Before long an Indian girl about our age walks up and and smiles. Her teeth and eyes are very, very white. They remind me of something but I can’t quite place it. We all stand up and introductions are made.
She smiles. I nod. We all sit down.
The business meeting commences. Something about commercial real estate and energy healing. I pull a Murakami paperback from my backpack and get through all of 3 pages before the meeting ends. Sharla and Lindsay promptly stand up, say they have to go, and walk off waving.
Coffee is kicking in and my mind starts in with the questions. I mean why did I abandon my first cup of coffee in the first place? How did I wind up here with this girl I’ve never met before? The whole thing is starting to feel like a set up. But that would mean someone managed to plant a voice inside my head this morning. Impossible. And anyway only the voice of God himself could make me abandon a perfectly good cup of coffee.
Wait a second . . . am I dreaming?
These thoughts and a thousand others bolt through my head like scattering gazelles but I don’t let on. The upside of being uncomfortable in social situations all my life is that now I’m comfortable being uncomfortable in social situations.

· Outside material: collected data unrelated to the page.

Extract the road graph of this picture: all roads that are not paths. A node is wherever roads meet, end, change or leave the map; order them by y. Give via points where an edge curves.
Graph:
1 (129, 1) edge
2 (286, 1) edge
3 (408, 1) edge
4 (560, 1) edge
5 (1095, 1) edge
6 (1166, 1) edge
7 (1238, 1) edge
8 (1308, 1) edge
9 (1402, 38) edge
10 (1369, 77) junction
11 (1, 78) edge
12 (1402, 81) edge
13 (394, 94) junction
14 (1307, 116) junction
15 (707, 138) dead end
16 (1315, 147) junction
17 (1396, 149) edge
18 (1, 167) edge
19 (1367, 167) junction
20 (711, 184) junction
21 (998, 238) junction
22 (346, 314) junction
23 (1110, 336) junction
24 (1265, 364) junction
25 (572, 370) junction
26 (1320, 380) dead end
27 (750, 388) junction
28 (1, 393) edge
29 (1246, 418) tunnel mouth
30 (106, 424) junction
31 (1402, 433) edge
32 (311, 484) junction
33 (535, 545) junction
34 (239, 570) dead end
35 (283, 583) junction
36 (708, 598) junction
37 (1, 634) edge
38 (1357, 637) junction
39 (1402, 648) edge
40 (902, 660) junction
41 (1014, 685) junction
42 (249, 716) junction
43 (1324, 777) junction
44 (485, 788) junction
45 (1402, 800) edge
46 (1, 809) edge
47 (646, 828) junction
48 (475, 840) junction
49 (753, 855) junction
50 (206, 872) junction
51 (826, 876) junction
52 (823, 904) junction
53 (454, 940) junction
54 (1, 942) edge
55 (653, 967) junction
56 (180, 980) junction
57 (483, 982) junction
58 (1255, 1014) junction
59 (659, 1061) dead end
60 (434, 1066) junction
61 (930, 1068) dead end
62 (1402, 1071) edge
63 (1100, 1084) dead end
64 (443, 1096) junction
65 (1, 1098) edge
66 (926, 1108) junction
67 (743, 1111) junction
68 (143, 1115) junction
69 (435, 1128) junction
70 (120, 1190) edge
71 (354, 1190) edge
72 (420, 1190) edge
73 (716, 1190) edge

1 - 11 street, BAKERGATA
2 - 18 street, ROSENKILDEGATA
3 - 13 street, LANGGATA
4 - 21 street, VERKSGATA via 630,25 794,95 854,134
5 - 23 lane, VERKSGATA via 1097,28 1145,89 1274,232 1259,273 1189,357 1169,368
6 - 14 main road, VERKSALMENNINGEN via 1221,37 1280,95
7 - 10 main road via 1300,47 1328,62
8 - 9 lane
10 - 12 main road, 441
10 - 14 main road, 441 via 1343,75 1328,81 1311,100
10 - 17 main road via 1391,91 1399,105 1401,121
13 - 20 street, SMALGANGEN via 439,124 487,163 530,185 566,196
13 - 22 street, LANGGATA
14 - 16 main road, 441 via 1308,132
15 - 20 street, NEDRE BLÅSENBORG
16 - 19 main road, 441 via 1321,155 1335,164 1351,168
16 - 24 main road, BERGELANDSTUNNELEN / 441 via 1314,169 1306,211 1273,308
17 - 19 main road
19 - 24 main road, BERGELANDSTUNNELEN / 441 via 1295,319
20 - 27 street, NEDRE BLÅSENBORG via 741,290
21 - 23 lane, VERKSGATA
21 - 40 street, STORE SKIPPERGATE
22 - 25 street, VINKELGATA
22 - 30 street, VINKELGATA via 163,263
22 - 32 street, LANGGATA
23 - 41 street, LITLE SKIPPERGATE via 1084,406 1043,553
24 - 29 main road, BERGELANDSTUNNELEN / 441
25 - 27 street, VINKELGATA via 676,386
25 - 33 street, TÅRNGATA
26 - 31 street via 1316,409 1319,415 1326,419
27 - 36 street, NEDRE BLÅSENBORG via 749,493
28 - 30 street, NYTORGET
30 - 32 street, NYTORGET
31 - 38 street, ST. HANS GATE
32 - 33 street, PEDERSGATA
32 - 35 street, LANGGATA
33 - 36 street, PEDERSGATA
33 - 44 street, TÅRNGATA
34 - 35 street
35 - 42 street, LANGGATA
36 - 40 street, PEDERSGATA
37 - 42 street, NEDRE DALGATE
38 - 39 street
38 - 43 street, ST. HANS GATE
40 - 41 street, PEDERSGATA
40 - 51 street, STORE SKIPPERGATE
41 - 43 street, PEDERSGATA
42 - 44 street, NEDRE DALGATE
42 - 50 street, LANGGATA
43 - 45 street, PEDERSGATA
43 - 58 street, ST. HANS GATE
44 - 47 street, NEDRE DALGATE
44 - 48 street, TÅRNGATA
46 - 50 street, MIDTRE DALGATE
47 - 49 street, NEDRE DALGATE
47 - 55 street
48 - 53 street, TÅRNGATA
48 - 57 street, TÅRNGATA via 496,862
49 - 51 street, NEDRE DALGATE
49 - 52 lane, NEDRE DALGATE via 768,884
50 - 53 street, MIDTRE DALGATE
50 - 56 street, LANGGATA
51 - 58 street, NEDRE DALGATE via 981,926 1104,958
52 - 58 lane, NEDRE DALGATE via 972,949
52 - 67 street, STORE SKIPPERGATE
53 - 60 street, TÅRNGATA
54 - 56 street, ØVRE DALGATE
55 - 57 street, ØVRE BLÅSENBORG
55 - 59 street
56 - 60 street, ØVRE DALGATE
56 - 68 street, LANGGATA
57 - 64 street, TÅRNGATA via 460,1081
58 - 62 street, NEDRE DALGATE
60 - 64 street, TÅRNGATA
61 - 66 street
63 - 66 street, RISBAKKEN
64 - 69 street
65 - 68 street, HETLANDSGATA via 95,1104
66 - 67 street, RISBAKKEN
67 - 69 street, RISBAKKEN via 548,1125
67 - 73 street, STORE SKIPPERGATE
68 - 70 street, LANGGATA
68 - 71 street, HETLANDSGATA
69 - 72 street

The conversation turns to me. I nod from behind my mug. I’m hiding and I think she knows it.
At some point, she pulls out a photo of her guru. It’s an Indian man in his fifties with an impossibly broad forehead, long hair and a beard. He’s smiling like an innocent child but his eyes look a million years old. Like bottomless pits or far off galaxies.

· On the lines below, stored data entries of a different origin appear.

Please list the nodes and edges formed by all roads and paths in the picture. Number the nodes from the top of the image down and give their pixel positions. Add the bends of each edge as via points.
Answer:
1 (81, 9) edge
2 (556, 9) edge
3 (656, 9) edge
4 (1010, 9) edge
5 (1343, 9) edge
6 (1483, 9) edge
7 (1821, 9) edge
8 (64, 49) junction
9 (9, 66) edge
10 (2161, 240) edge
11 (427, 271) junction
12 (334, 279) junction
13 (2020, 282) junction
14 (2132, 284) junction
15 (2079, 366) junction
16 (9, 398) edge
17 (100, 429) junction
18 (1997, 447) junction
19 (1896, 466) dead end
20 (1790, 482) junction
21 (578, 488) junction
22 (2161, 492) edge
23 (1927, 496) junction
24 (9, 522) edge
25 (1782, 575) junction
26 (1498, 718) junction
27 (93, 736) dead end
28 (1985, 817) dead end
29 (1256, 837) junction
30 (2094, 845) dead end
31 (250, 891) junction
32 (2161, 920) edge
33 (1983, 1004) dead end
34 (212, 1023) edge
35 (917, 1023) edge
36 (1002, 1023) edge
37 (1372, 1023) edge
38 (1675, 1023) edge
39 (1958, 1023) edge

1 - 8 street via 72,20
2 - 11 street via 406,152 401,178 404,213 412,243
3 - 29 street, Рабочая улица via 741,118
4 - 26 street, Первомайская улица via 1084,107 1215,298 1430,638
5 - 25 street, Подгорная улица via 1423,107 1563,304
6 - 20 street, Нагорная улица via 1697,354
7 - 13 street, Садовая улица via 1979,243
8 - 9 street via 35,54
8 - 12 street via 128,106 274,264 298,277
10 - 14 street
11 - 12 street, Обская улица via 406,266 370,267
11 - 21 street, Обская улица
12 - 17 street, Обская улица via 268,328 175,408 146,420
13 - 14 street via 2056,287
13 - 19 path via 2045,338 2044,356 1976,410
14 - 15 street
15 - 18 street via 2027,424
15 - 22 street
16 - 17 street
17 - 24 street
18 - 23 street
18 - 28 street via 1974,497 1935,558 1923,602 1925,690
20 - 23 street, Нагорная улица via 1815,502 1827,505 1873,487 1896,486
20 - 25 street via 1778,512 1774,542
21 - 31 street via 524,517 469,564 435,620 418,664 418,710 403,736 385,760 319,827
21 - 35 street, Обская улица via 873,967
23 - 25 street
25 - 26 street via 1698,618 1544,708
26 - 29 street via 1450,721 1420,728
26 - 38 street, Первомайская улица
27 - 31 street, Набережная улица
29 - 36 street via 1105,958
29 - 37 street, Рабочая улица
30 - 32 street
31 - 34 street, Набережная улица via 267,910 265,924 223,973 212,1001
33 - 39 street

“He’s coming in a couple weeks,” Her voice pulls me back from the edge of the abyss. “You should come meet him.”
The words echo around inside my skull for a long time before I manage to answer.
“Umm ok.”
She goes on to explain that the man in the photo is Sri Sri Ravi Shankar and his organization is called the Art of Living. It’s the second largest non-profit in the world and does humanitarian work all over the globe. She says he’ll be visiting the Art of Living Retreat Center in Boone in less than two weeks. Then she says it again.
“You should come meet him.”
I feel my whole life hanging in the balance and I don’t know why. I don’t know that the Art of Living Retreat Center is about to become my home. I don’t know that my addictions are on their deathbeds. I don’t even know the sound of my own Guru’s voice (otherwise I would have recognized it this morning telling me to go out for coffee). I don’t know anything yet.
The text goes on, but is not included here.